MICHAEL: No. I can't make that.
MARIA: Really?
MICHAEL: Yeah. I got big plans. I
can't change 'em.
MARIA: That is so sweet.
MICHAEL: Sweet? It's the dirt bike
finals.
MARIA: Hello? I'm singing on Saturday
at the new performance space next to the museum!
MICHAEL: Yeah. But I've heard you sing
before. What's the big deal?
(Maria delivers the sandwich to Brody
at the UFO Center)
BRODY: Hi.
MARIA: Galaxy Sub. Hold the mayo.
BRODY: Thank you very much.
MARIA: Is there pepperjack in that
sandwich?
BRODY: Uh...no. Doesn't appear to be.
MARIA: I just...I can't believe it! I
cannot believe it!
BRODY: It's ok, really.
MARIA: No. No, it's not ok. You
ordered pepperjack. You have the right to expect
pepperjack. This is...this is
unacceptable is what it is!
BRODY: It's just cheese.
MARIA: No, it's not just cheese.
BRODY: But it's a very small thing.
MARIA: Yes. It is a very small thing,
and that's why a person who can't even get the
cheese right does not deserve to live!
BRODY: Wow. You take your job very
seriously.
MARIA: You know what? Here. Take your money
back. It's on the house.
BRODY: Well, then at least let me give
you a tip. Here.
MARIA: That's unnecessary. But thank
you.
(Maria leaves)
BRODY: So, uh, what do you think of
our new President?
(Switch to the Trans Am)
RATH: What's your problem, Ava? You
ain't said nothin' in 2 days.
AVA: You said you were gonna make him
change his mind about going to the summit.
You...
RATH: Well, we couldn't, so we went
with an alternative.
AVA: He was the leader, Rath!
RATH: Zan coulda ruled a planet, but
he didn't wanna deal. We are better off without him.
AVA: And how do we know this...other
Zan is gonna be any different?
LONNIE: Max. Max Evans. That's his
name. And we don't. We don't. But we'll be smarter
about it this time. We'll find another
way in.
RATH: They don't wanna meet with just
the three of us. They want the king. So all we
gotta do is get him to the summit, and
we'll marinate on the rest later.
(Max is driving around in his jeep and
spots Isabel jogging along the road)
MAX: We need to talk.
ISABEL: One more mile.
MAX: What are you running from?
ISABEL: I'm just getting in shape.
MAX: Since when? Your only exercise
used to be the escalator at the mall.
ISABEL: Things change.
MAX: Fine. I'll see you later. Vilandra.
Are you...Vilandra? Isabel, there's always been a
special bond...ever since we came out
of the pods.

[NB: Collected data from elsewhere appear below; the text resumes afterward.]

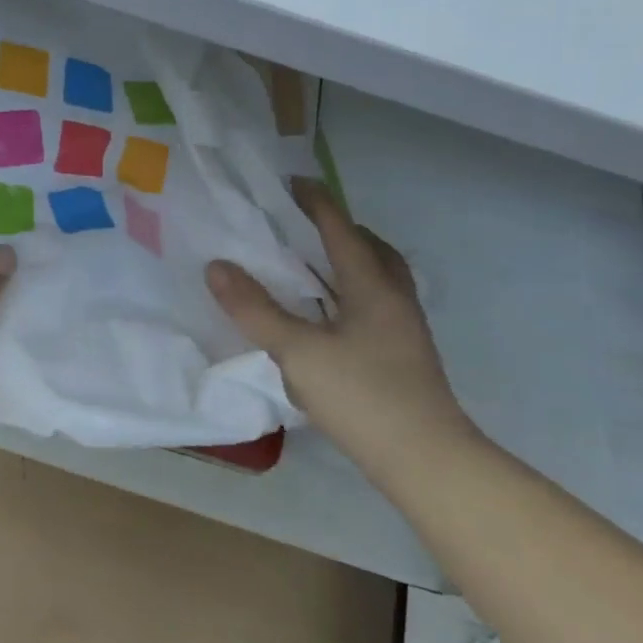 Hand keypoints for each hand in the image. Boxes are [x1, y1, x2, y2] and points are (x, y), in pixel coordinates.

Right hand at [206, 178, 469, 460]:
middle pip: (372, 248)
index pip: (341, 230)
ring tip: (313, 266)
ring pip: (379, 278)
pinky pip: (376, 304)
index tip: (293, 182)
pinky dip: (351, 293)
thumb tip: (217, 266)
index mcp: (372, 287)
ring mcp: (404, 329)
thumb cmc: (361, 396)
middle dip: (340, 229)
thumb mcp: (297, 351)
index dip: (316, 203)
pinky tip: (328, 317)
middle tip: (305, 225)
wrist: (426, 459)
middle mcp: (394, 299)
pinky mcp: (403, 355)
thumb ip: (255, 309)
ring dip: (350, 261) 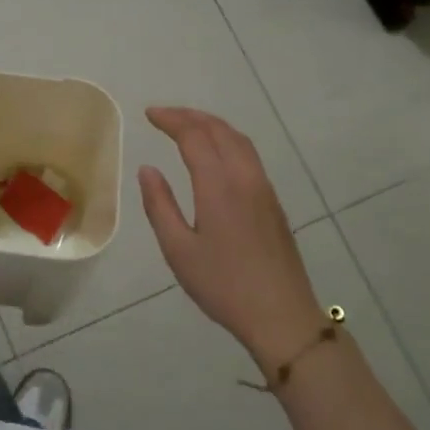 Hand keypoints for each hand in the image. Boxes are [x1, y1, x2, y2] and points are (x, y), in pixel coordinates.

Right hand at [138, 107, 325, 368]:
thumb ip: (160, 206)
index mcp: (218, 186)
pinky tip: (217, 153)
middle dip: (190, 116)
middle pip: (219, 130)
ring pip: (239, 140)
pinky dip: (228, 140)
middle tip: (164, 115)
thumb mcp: (178, 250)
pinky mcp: (273, 202)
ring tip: (188, 125)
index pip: (194, 136)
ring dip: (212, 125)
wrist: (281, 315)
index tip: (149, 114)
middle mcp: (244, 178)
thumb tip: (148, 170)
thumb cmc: (223, 286)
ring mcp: (264, 189)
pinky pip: (249, 155)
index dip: (171, 120)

We have to be able to be honest with
each other.
ISABEL: I'm sorry, Max.
(Isabel goes back to jogging)
(Switch back to the Trans Am, which
has entered the Roswell city limits)
AVA: So how come they weren't invited
to the summit?
LONNIE: Because we're the only ones
that know there's another set of us out there.
Besides, they're living out here in
the middle of nowhere under a rock.
(Rath speeds by a police car, which
happens to be driven by Sheriff Valenti. He flashes his
lights and pulls them over)
RATH: Damn! 5-0.
LONNIE: Be cool.
RATH: Don't worry. He's already toast.
(Sheriff Valenti parks behind them and
walks up to the front window. Rath gets ready to
blast him)
SHERIFF: License and registration.
Michael? Ha ha ha ha ha! Lord have mercy! What's with
the hair and the outfits?
LONNIE: We were actually on our way to
a party. It was kinda like a New York theme.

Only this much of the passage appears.